INS-1 cells and 293 T cells (harvested in growth phase), as well as fresh mouse brain and human islets were stored at −80 C until use. The samples were rapidly homogenized into GAD activity assay buffer with protease inhibitors. The GAD enzymatic activity within homogenates was assessed using a standard CO2 trapping assay (in quadruplicate) as previously described25.

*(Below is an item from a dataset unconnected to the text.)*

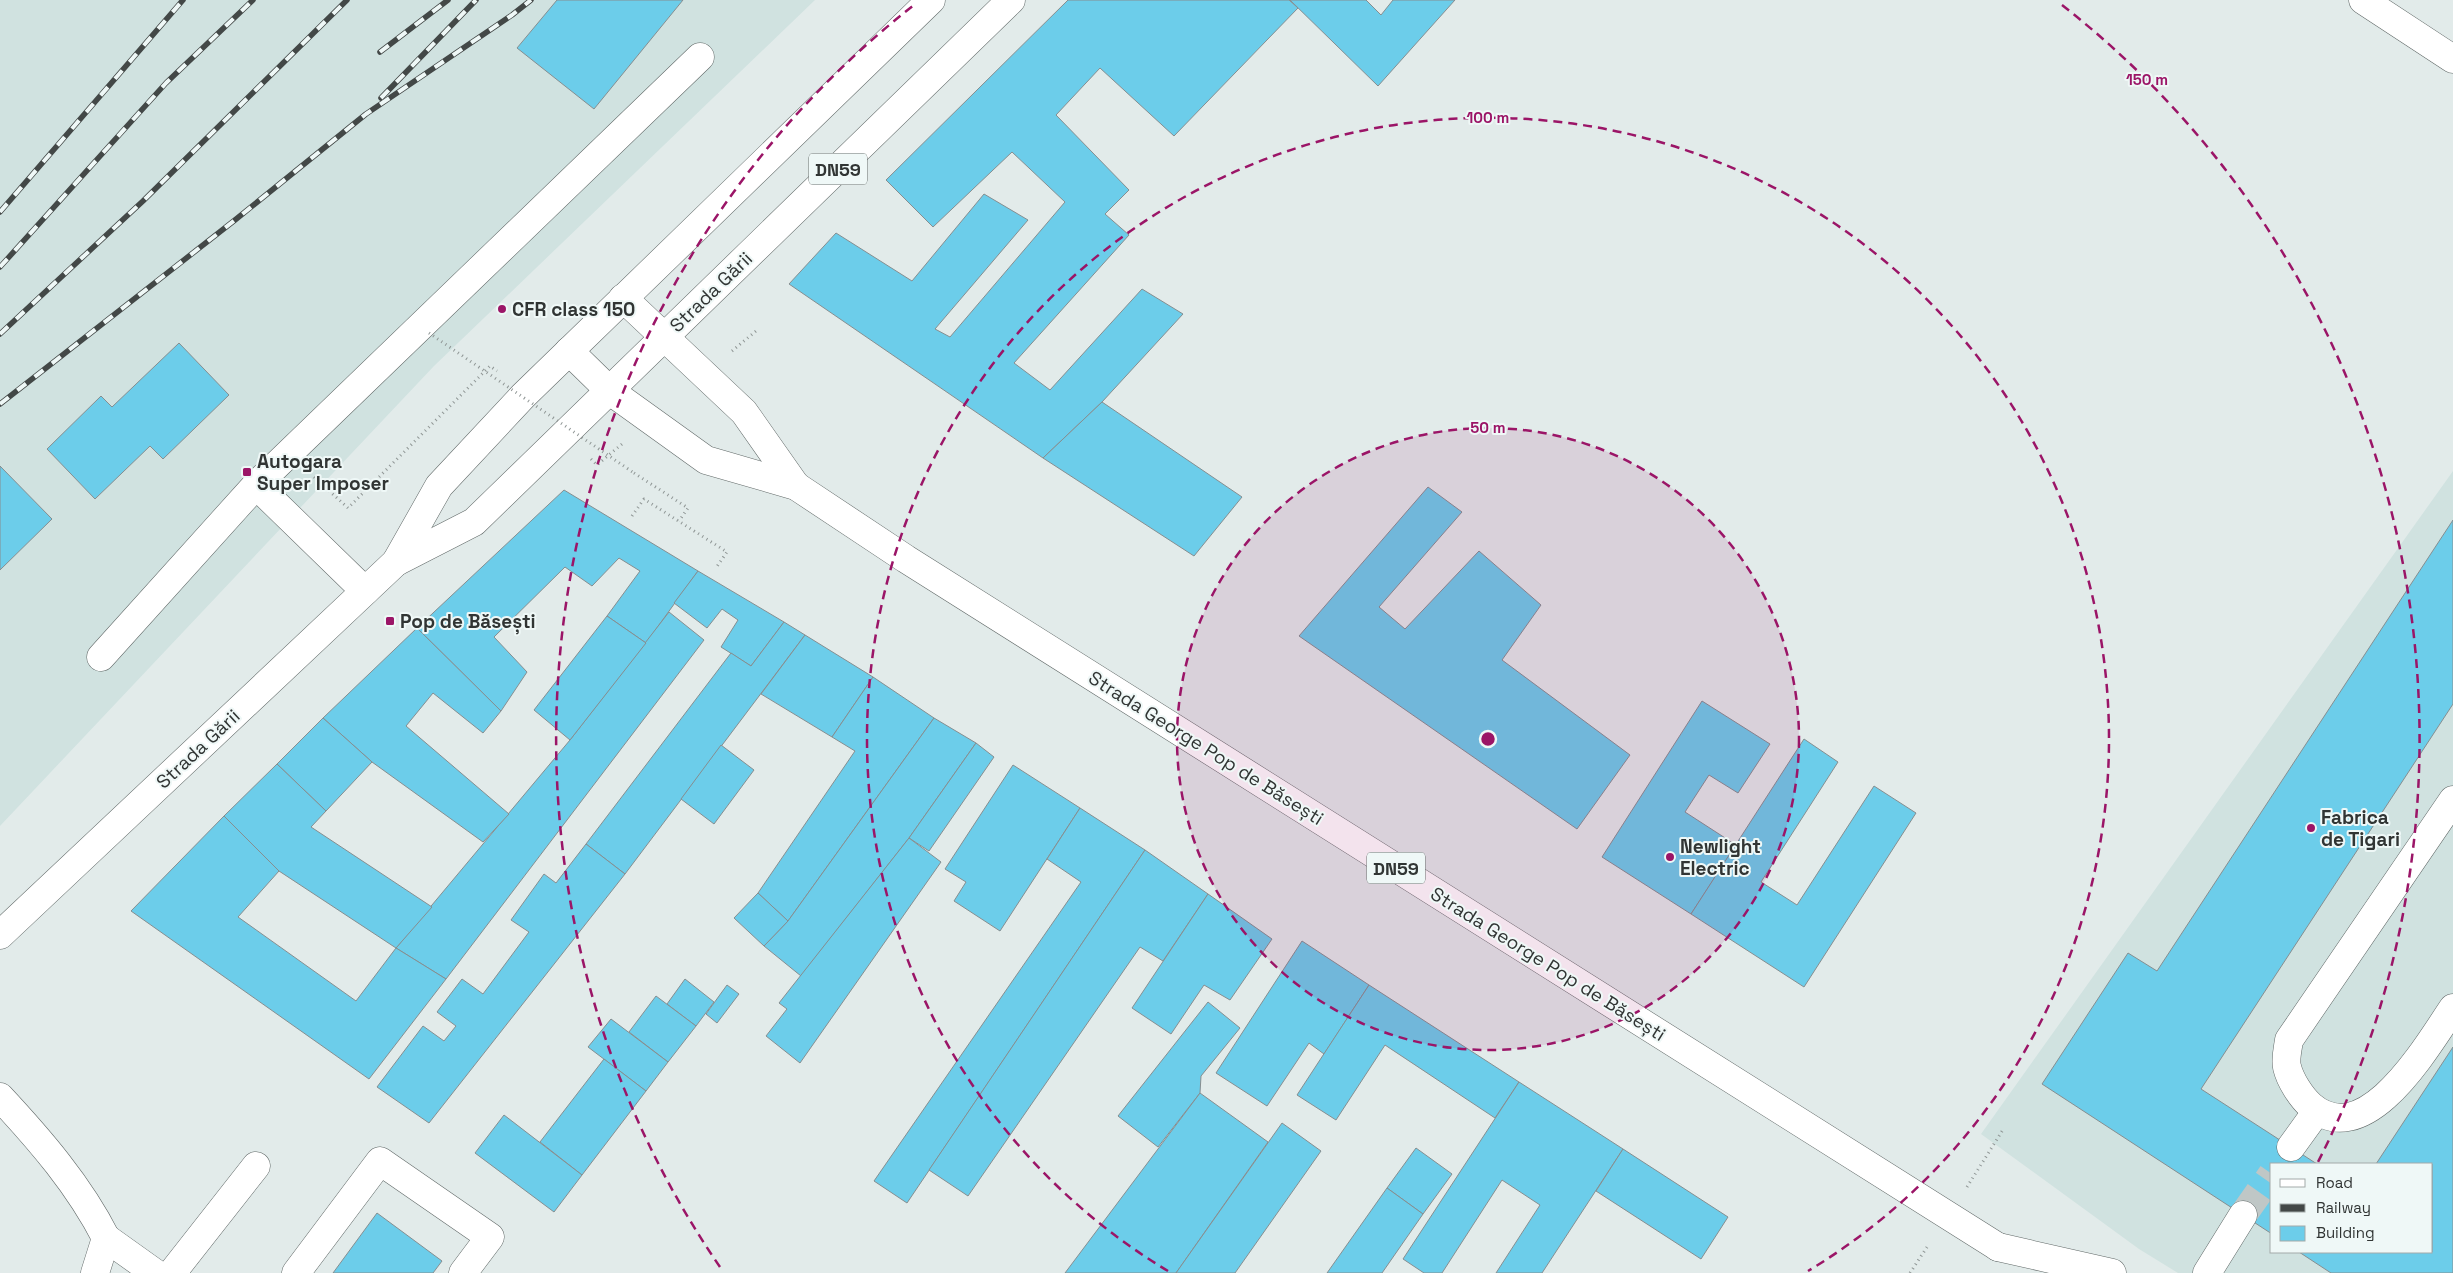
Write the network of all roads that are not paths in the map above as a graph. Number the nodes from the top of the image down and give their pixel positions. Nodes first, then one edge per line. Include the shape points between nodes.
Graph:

Identification of GABAA-R subunits in INS-1 cells using qRT-PCR

We designed GABAA-R subunit-specific primers that spanned introns in genomic DNA. Total RNA was extracted from INS-1 cells using Qiagen’s RNeasy Mini Kit and was reversed transcribed into cDNA using ThermoFisher Scientific’s High-Capacity RNA-to-cDNA Kit. The presence of different GABAA-R subunit transcripts was assessed using qRT-PCR and the Applied Biosystem’s PowerUp SYBR Green Master Mix.

Proliferation assays

INS-1 cell 3H-thymidine incorporation assay: INS-1 cells at 1 × 105/well were treated in triplicate with indicated concentrations of individual compounds and cultured in 10% FCS RPMI164 medium in the presence of 3H-thymidine (0.3 μCi/well) for 48 hours (an optimal time period). The cells were harvested and the levels of 3H-thymidine uptake in individual wells were measured by a scintillation counter.

Islet cell proliferation assay: Fresh human islets were obtained from the Integrated Islet Distribution Program and islets (50–75 IEQ/well) were treated in triplicate with the indicated dosage of GABA, together with, or without, the indicated PAM in CMRL medium (0.1% glucose, Gibco) containing 10% human AB-type sera (MP Biomedicals, Santa Ana, USA) for 4 days in the presence of 3H thymidine (0.2 mCi/well) and then harvested and counted as above.

MTT (3-(4,5-dimethylthiazol-2-yl)-2,5-diphenyltetrazolium) assay: INS-1 cells at 1 × 105/well were treated in quadruplicate with the indicated compounds in 10% FCS RPMI164 medium (phenol–free) for 44 hours. The cells were exposed to 20 µl of MTT (20 mg/ml, Sigma) for 4 hours. After the supernatants of cultured cells were removed, the resulting formazan in individual wells were dissolved in 100 ml DMSO and measured at absorbance of 570/650 nm in a microplate reader.